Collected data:
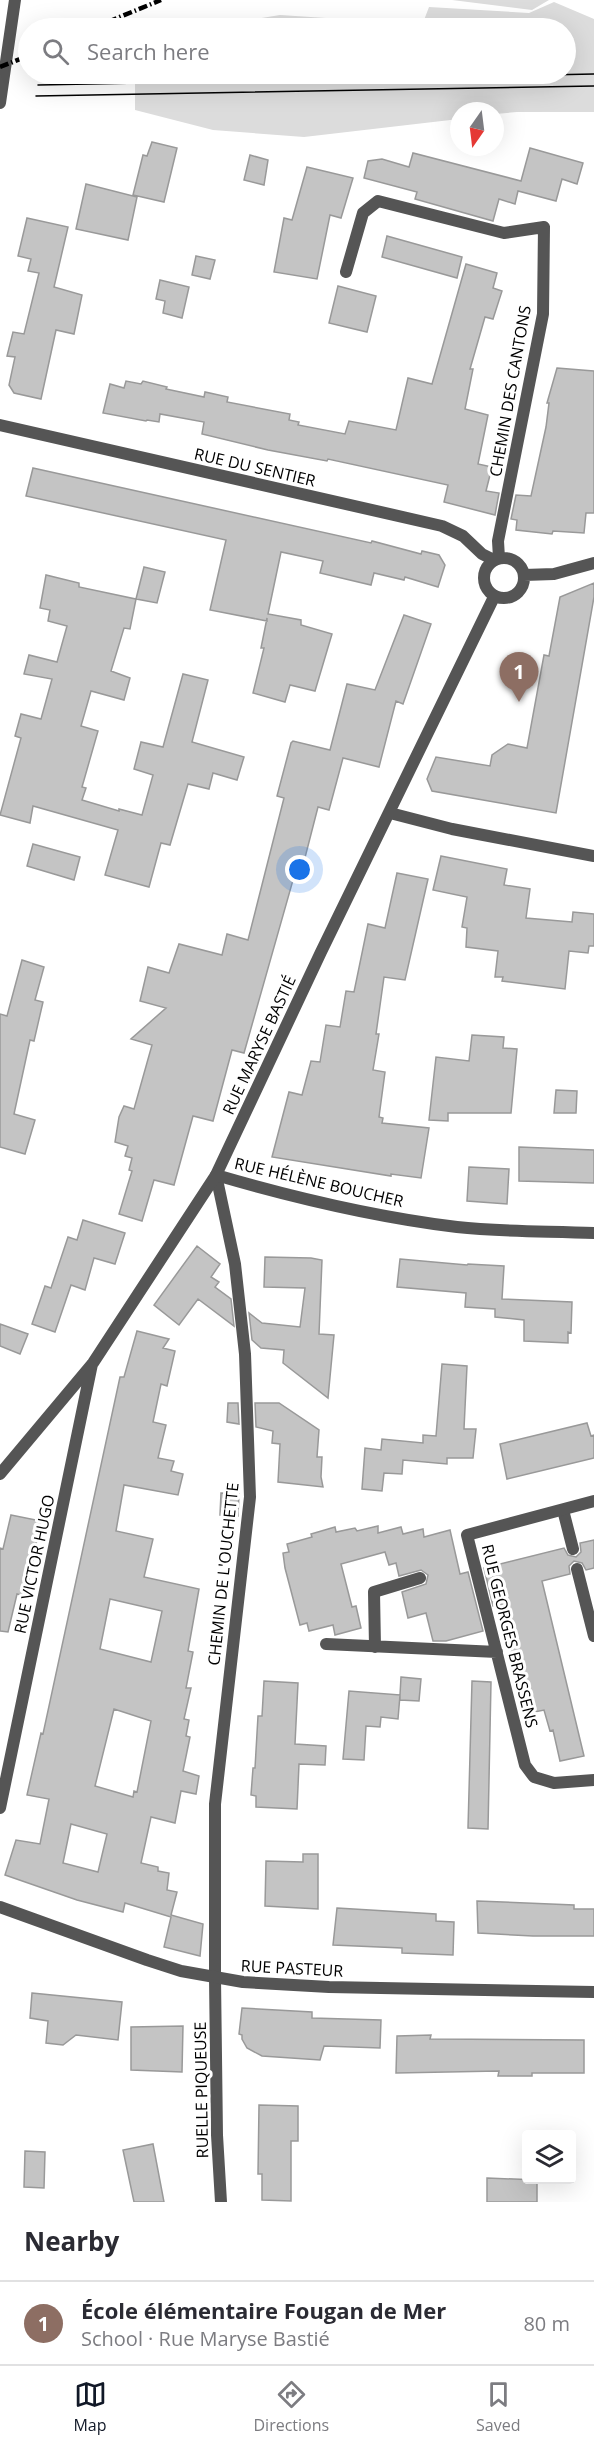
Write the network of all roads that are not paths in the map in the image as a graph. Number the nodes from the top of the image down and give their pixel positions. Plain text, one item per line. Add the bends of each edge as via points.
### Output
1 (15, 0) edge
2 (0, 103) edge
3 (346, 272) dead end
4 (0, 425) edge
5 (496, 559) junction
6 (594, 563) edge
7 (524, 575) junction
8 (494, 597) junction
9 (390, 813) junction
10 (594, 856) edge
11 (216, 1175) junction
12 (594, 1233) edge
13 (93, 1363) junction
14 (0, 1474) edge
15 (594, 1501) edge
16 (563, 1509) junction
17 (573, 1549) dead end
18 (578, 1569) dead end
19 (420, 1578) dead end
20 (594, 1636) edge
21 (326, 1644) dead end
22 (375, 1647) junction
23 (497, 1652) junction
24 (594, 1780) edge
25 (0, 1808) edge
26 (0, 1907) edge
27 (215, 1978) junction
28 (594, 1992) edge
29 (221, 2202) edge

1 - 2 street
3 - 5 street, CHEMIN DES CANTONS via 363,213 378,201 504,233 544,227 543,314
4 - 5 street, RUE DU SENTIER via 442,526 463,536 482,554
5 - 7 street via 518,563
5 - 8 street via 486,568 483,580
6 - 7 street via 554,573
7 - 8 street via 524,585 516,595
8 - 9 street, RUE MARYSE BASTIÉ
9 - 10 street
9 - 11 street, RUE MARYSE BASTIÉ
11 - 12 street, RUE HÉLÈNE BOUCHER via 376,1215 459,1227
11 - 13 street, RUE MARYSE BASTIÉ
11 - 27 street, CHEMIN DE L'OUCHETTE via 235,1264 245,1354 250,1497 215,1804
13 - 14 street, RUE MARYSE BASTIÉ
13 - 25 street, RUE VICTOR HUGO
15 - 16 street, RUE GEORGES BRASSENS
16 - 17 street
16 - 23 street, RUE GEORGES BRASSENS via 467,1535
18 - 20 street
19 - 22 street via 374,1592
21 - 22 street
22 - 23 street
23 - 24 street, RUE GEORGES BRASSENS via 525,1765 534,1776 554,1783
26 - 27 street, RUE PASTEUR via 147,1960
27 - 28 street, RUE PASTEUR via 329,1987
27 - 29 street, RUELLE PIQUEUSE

## TASK DETAILS
Transcribe the entries above word for word, but leave every picture out of your copy.

## TASK OUTPUT
Write the network of all roads that are not paths in the map in the image as a graph. Number the nodes from the top of the image down and give their pixel positions. Plain text, one item per line. Add the bends of each edge as via points.
### Output
1 (15, 0) edge
2 (0, 103) edge
3 (346, 272) dead end
4 (0, 425) edge
5 (496, 559) junction
6 (594, 563) edge
7 (524, 575) junction
8 (494, 597) junction
9 (390, 813) junction
10 (594, 856) edge
11 (216, 1175) junction
12 (594, 1233) edge
13 (93, 1363) junction
14 (0, 1474) edge
15 (594, 1501) edge
16 (563, 1509) junction
17 (573, 1549) dead end
18 (578, 1569) dead end
19 (420, 1578) dead end
20 (594, 1636) edge
21 (326, 1644) dead end
22 (375, 1647) junction
23 (497, 1652) junction
24 (594, 1780) edge
25 (0, 1808) edge
26 (0, 1907) edge
27 (215, 1978) junction
28 (594, 1992) edge
29 (221, 2202) edge

1 - 2 street
3 - 5 street, CHEMIN DES CANTONS via 363,213 378,201 504,233 544,227 543,314
4 - 5 street, RUE DU SENTIER via 442,526 463,536 482,554
5 - 7 street via 518,563
5 - 8 street via 486,568 483,580
6 - 7 street via 554,573
7 - 8 street via 524,585 516,595
8 - 9 street, RUE MARYSE BASTIÉ
9 - 10 street
9 - 11 street, RUE MARYSE BASTIÉ
11 - 12 street, RUE HÉLÈNE BOUCHER via 376,1215 459,1227
11 - 13 street, RUE MARYSE BASTIÉ
11 - 27 street, CHEMIN DE L'OUCHETTE via 235,1264 245,1354 250,1497 215,1804
13 - 14 street, RUE MARYSE BASTIÉ
13 - 25 street, RUE VICTOR HUGO
15 - 16 street, RUE GEORGES BRASSENS
16 - 17 street
16 - 23 street, RUE GEORGES BRASSENS via 467,1535
18 - 20 street
19 - 22 street via 374,1592
21 - 22 street
22 - 23 street
23 - 24 street, RUE GEORGES BRASSENS via 525,1765 534,1776 554,1783
26 - 27 street, RUE PASTEUR via 147,1960
27 - 28 street, RUE PASTEUR via 329,1987
27 - 29 street, RUELLE PIQUEUSE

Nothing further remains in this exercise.